Ass. Dunas Livres, Janeiro de 2024
A Associação Dunas Livres é uma associação de ativismo ambiental que se dedica a proteger a costa entre Tróia e Melides, alvo da hiper-urbanização e massificação turística exponenciais na costa portuguesa, que estão a destruir um habitat dunar único. Trabalhamos na investigação, informação e sensibilização da população, bem como na oposição legal ao desenvolvimento destes empreendimentos de turismo de luxo.
Um dos empreendimentos ao qual temos feito oposição é denominado Conjunto Turístico “Na Praia”, que, apesar de ter como promotora uma sociedade comercial portuguesa, é financiado por Sandra Ortega, herdeira do grupo de fast–fashion espanhol Inditex.
Este empreendimento encontra-se nas denominadas Unidade Operacionais de Planeamento (UNOP) 7 e 8 na Península de Tróia, num território com elevado valor ecológico e com abundante densidade de espécies protegidas a nível europeu pela Directiva Habitats e Rede Natura 2000.

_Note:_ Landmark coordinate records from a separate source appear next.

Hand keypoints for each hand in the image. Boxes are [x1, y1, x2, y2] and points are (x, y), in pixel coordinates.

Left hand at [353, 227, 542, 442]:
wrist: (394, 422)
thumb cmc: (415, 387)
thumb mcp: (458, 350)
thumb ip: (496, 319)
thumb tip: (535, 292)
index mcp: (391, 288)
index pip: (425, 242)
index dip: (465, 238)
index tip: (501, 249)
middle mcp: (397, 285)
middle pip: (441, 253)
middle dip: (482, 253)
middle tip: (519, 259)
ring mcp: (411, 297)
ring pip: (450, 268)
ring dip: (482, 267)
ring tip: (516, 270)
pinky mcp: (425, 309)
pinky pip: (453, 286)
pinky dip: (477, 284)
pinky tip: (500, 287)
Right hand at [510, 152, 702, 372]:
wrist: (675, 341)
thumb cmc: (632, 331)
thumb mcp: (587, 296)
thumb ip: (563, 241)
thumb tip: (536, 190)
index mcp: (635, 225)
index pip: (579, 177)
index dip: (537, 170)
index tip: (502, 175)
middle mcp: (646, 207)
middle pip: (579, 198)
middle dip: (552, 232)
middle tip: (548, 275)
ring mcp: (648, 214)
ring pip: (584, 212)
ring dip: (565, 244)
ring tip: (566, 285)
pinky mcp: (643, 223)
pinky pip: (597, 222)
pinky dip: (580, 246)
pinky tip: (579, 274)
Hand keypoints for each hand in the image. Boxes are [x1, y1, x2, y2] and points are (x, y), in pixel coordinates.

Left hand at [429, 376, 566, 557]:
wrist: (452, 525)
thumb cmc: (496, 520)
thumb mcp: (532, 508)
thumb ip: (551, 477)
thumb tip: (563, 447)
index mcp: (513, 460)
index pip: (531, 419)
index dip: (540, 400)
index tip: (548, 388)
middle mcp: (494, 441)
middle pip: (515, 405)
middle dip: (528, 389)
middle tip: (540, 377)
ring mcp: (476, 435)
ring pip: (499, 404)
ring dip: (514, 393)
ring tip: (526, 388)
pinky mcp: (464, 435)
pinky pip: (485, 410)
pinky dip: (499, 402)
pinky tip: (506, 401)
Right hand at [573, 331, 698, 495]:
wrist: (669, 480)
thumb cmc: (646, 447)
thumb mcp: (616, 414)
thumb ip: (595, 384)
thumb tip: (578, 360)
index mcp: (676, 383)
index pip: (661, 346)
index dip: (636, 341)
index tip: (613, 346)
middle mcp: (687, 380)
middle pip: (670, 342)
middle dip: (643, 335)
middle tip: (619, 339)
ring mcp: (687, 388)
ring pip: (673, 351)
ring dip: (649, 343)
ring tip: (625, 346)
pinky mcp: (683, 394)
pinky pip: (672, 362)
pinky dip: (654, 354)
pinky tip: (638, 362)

Em Fevereiro de 2023, esta associação intentou uma providência cautelar em tribunal, que teve como principal objectivo parar as obras de urbanização do Na Praia. Essa providência foi aceite pelo Tribunal Administrativo de Beja, tendo como consequência a paragem dos trabalhos; infelizmente essa providência veio posteriormente a ser indeferida (tornada nula) pelo Tribunal de Beja. No entanto, nesse momento, já as obras haviam sido retomadas.
Porquê, se a providência cautelar tem um efeito suspensivo?
Porque, logo que a nossa providência cautelar deu entrada no tribunal, o Município de Grândola veio apresentar uma declaração em como o empreendimento turístico Na Praia tem interesse público para o Município de Grândola.
Entretanto, com a continuação dos trabalhos de obra, observamos agora a duna cortada e o coberto vegetal destruído numa área de cerca de 2 km de costa. Tudo isto acontece sem que as autoridades, nomeadamente a CCDR Alentejo, façam qualquer tipo de fiscalização ao modo como está a ser executada esta obra.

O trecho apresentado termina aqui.